Grice encourages Greeks to get involved in “communiversity” events, as well as their own philanthropy initiatives. “Greeks have also worked with members of the community to clean up the local parks, build houses, and work at soup kitchens,” says Grice. “It’s important that [Greeks] know they are part of the neighborhood, too.”

Grice says this strong commitment to community service keeps him involved with the chapter. “I’m always impressed by the level of maturity in the Greek community now,” he says. “We’re not just here to have fun, but we’re here to do good things and have fun. Rensselaer students tend to be very responsible, and that’s apparent in our Greek life.”

Although Rensselaer’s Greek community is working toward the goal of being a “national model of excellence,” challenges remain. Spear believes that while Greeks have worked hard to be better neighbors, they still need to make a significant contribution to their local community.
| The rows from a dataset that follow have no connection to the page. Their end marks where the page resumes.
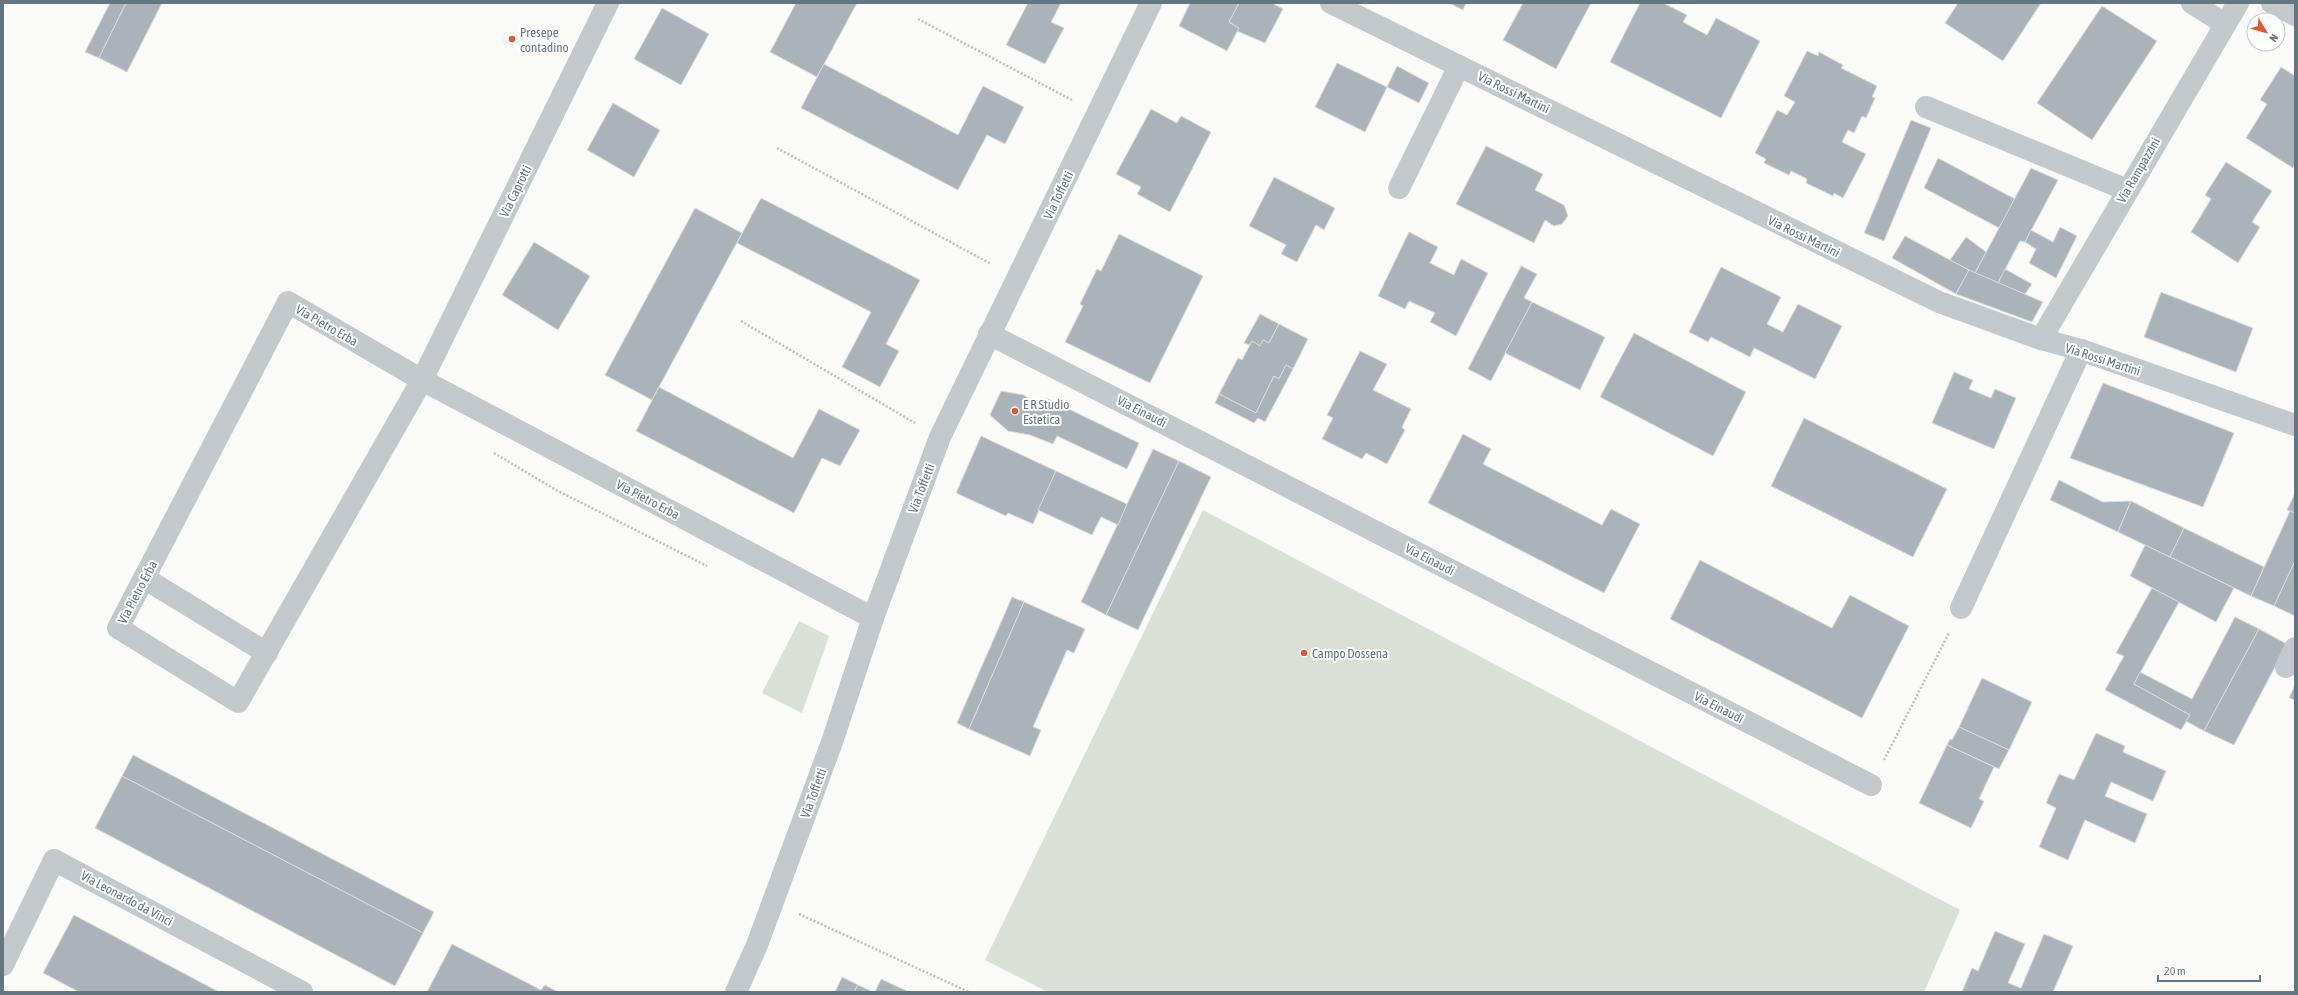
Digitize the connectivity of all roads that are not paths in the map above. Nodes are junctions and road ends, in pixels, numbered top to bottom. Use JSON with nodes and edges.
{"nodes":[{"id":1,"x":608,"y":3,"type":"edge"},
{"id":2,"x":1151,"y":3,"type":"edge"},
{"id":3,"x":1331,"y":3,"type":"edge"},
{"id":4,"x":2192,"y":3,"type":"edge"},
{"id":5,"x":2238,"y":3,"type":"edge"},
{"id":6,"x":2272,"y":3,"type":"edge"},
{"id":7,"x":2295,"y":15,"type":"edge"},
{"id":8,"x":2225,"y":24,"type":"junction"},
{"id":9,"x":1459,"y":66,"type":"junction"},
{"id":10,"x":1926,"y":107,"type":"dead end"},
{"id":11,"x":1399,"y":188,"type":"dead end"},
{"id":12,"x":2127,"y":190,"type":"junction"},
{"id":13,"x":989,"y":334,"type":"junction"},
{"id":14,"x":2041,"y":339,"type":"junction"},
{"id":15,"x":2081,"y":350,"type":"junction"},
{"id":16,"x":422,"y":380,"type":"junction"},
{"id":17,"x":2295,"y":425,"type":"edge"},
{"id":18,"x":144,"y":578,"type":"junction"},
{"id":19,"x":1961,"y":608,"type":"road end"},
{"id":20,"x":873,"y":618,"type":"junction"},
{"id":21,"x":267,"y":654,"type":"junction"},
{"id":22,"x":1871,"y":786,"type":"road end"},
{"id":23,"x":3,"y":965,"type":"edge"},
{"id":24,"x":302,"y":992,"type":"edge"},
{"id":25,"x":736,"y":992,"type":"edge"}],
"edges":[{"from":1,"to":16,"type":"street","name":"Via Caprotti"},
{"from":2,"to":13,"type":"street","name":"Via Toffetti"},
{"from":3,"to":9,"type":"street","name":"Via Rossi Martini"},
{"from":4,"to":8,"type":"street"},
{"from":5,"to":8,"type":"street","name":"Via Rampazzini"},
{"from":6,"to":7,"type":"street"},
{"from":8,"to":12,"type":"street","name":"Via Rampazzini"},
{"from":9,"to":11,"type":"street"},
{"from":9,"to":14,"type":"street","name":"Via Rossi Martini"},
{"from":10,"to":12,"type":"street"},
{"from":12,"to":14,"type":"street","name":"Via Rampazzini"},
{"from":13,"to":20,"type":"street","name":"Via Toffetti"},
{"from":13,"to":22,"type":"street","name":"Via Einaudi"},
{"from":14,"to":15,"type":"street","name":"Via Rossi Martini"},
{"from":15,"to":17,"type":"street","name":"Via Rossi Martini"},
{"from":15,"to":19,"type":"street"},
{"from":16,"to":18,"type":"street","name":"Via Pietro Erba"},
{"from":16,"to":20,"type":"street","name":"Via Pietro Erba"},
{"from":16,"to":21,"type":"street","name":"Via Pietro Erba"},
{"from":18,"to":21,"type":"street"},
{"from":18,"to":21,"type":"street","name":"Via Pietro Erba"},
{"from":20,"to":25,"type":"street","name":"Via Toffetti"},
{"from":23,"to":24,"type":"street","name":"Via Leonardo da Vinci"}]}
“In order to thrive in the future, the Greeks at Rensselaer must work with their neighbors to establish a comfortable living situation for both interested parties,” says Spear. “If the neighbors see that Greeks are making an effort to work with them and are actually interested in their concerns, we can actually be one community.”

Rensselaer Greeks Take Part in Alcohol Awareness Programs

Greek life—and college life in general—is often equated with high-risk behavior, including alcohol and drug abuse. Rensselaer is helping students turn the tide by providing them with educational programs that address the dangers of underage and high-risk drinking. Awareness education begins during First-Year Experience Orientation, when students are engaged in a frank discussion about the risk of alcohol-related death among freshmen.

Alcohol comes up again in every context—from weight issues to relationships—during the many health programs delivered by Theresa Kersch, certified health education specialist at Rensselaer’s Gallagher Student Health Center. “I do programs on every aspect of health,” says Kersch, “but I always bring it back to alcohol. It’s calories when we talk about nutrition, and a potential cause of violence in relationships.”

Programs specifically dealing with alcohol and sexual abuse are popular with fraternity and sorority groups. Kersch often goes “on the road” to bring her on-demand courses to the fraternity houses, hitting her Greek audiences right where they live. Defying the usual stereotypes, fraternities actually seek out this preventive education, she says.

Greek members’ participation in these programs is in keeping with their high rate of involvement in campus organizations. “By and large, our frats take part in more community service and education programs than other groups that may have service as their focus,” says Travis Apgar, associate dean of students and former director of Greek life.

Despite their enthusiasm for educational programs, Rensselaer Greeks have not been immune to the consequences of alcohol abuse. Tau Kappa Epsilon (TKE) fraternity was suspended recently for two years following an incident of underage drinking by a campus visitor in October 2002. The suspension bans the fraternity from participating in any campus activities or recruiting new members. A two-year probationary period will follow; at that time, TKE brothers will be required to attend alcohol-abuse educational programs. A violation of the alcohol policy this spring also resulted in a six-month suspension for Alpha Phi Alpha fraternity.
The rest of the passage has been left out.